From owner-freebsd-hackers  Thu Aug 13 13:02:07 1998
Return-Path: <owner-freebsd-hackers@FreeBSD.ORG>
Received: (from majordom@localhost)
          by hub.freebsd.org (8.8.8/8.8.8) id NAA01288
          for freebsd-hackers-outgoing; Thu, 13 Aug 1998 13:02:07 -0700 (PDT)
          (envelope-from owner-freebsd-hackers@FreeBSD.ORG)
Received: from dingo.cdrom.com (dingo.cdrom.com [204.216.28.145])
          by hub.freebsd.org (8.8.8/8.8.8) with ESMTP id NAA01258;
          Thu, 13 Aug 1998 13:02:03 -0700 (PDT)
          (envelope-from mike@dingo.cdrom.com)
Received: from dingo.cdrom.com (localhost [127.0.0.1])
	by dingo.cdrom.com (8.8.8/8.8.5) with ESMTP id MAA00604;
	Thu, 13 Aug 1998 12:59:45 -0700 (PDT)
Message-Id: <199808131959.MAA00604@dingo.cdrom.com>
X-Mailer: exmh version 2.0zeta 7/24/97
To: peter@sirius.com
cc: mrcpu@internetcds.com (Jaye Mathisen), hackers@FreeBSD.ORG,
        stable@FreeBSD.ORG
Subject: Re: vmopar state in 2.2.7? 
In-reply-to: Your message of "Thu, 13 Aug 1998 11:34:00 PDT."
             <199808131834.LAA14961@staff.sirius.com> 
Mime-Version: 1.0
Content-Type: text/plain; charset=us-ascii
Date: Thu, 13 Aug 1998 12:59:45 -0700
From: Mike Smith <mike@smith.net.au>
Sender: owner-freebsd-hackers@FreeBSD.ORG
Precedence: bulk
X-Loop: FreeBSD.ORG

> 
> We worked around a similar problem (processes left immortal, here in
> the context of several processes [httpd] writing to the same NFS mounted 
> file [http log file]) by adjusting the timeout value from 0 (never) to
> 2 * hz (2 seconds). Details are posted as follow-up to kern/4588 in
> FreeBSD.org's gnats problem report database.
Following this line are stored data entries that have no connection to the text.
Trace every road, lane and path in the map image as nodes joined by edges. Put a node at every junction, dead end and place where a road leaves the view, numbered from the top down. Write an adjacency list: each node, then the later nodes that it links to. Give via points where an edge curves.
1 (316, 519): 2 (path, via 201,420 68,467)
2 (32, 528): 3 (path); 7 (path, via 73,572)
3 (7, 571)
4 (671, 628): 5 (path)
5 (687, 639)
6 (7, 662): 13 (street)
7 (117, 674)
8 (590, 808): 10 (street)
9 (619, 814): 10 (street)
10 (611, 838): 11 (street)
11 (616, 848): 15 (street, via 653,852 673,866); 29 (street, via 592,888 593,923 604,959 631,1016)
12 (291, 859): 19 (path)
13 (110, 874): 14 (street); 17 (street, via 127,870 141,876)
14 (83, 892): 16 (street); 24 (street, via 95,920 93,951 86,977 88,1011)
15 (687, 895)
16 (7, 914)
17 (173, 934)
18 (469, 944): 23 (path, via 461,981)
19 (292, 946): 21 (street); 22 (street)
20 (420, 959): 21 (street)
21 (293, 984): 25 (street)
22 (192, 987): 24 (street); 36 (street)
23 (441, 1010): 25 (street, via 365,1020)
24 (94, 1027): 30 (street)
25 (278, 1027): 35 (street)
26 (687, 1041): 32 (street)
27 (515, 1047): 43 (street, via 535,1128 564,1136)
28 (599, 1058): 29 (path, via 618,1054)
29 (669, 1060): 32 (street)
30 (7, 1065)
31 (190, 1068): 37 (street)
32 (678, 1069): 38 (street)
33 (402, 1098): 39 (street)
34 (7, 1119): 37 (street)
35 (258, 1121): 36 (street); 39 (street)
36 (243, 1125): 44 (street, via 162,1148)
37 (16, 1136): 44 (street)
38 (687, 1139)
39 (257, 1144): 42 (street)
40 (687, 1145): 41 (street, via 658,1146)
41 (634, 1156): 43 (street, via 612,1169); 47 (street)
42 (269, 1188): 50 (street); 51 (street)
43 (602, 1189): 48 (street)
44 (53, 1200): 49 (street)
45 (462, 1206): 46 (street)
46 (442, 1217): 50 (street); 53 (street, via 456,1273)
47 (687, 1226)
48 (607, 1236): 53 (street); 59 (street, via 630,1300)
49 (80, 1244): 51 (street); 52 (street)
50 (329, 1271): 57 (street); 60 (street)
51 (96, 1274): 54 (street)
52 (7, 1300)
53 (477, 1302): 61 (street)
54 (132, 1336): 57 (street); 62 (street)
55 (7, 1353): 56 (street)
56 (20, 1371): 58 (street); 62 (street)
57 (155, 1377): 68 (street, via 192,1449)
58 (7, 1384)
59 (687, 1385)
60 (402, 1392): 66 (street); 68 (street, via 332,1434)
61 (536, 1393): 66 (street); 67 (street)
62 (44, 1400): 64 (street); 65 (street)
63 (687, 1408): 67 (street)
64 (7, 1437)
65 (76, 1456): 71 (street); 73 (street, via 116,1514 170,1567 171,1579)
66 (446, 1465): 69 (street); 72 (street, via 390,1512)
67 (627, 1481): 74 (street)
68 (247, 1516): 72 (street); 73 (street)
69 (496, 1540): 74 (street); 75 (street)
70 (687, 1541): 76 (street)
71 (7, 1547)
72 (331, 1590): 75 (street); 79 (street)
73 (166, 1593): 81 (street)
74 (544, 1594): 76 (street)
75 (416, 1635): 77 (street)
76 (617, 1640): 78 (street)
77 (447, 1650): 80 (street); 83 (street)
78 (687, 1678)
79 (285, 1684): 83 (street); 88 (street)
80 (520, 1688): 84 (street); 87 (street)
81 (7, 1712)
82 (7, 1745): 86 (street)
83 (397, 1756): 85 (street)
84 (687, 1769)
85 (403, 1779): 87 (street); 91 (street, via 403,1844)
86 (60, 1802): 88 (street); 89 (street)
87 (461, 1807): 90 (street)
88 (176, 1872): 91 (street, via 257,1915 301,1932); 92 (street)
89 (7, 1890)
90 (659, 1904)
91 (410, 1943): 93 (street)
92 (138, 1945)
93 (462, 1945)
As this is an NFS-related issue, you should follow this up with Poul 
Henning (phk@freebsd.org).  I understand he's working on NFS amongst 
other things at the moment (I know he's working on FreeBSD for us, as 
he keeps sending us invoices... 8).

> It looks like other parts of the kernel (here the vm subsystem) suffer
> similar problems. It appears to me that an overly optimistic use of
> tsleep() with both, interrupts disabled and time-out set to infinity,
> leaves immortal yet paralyzed processes around.

I don't think you mean interrupts disabled.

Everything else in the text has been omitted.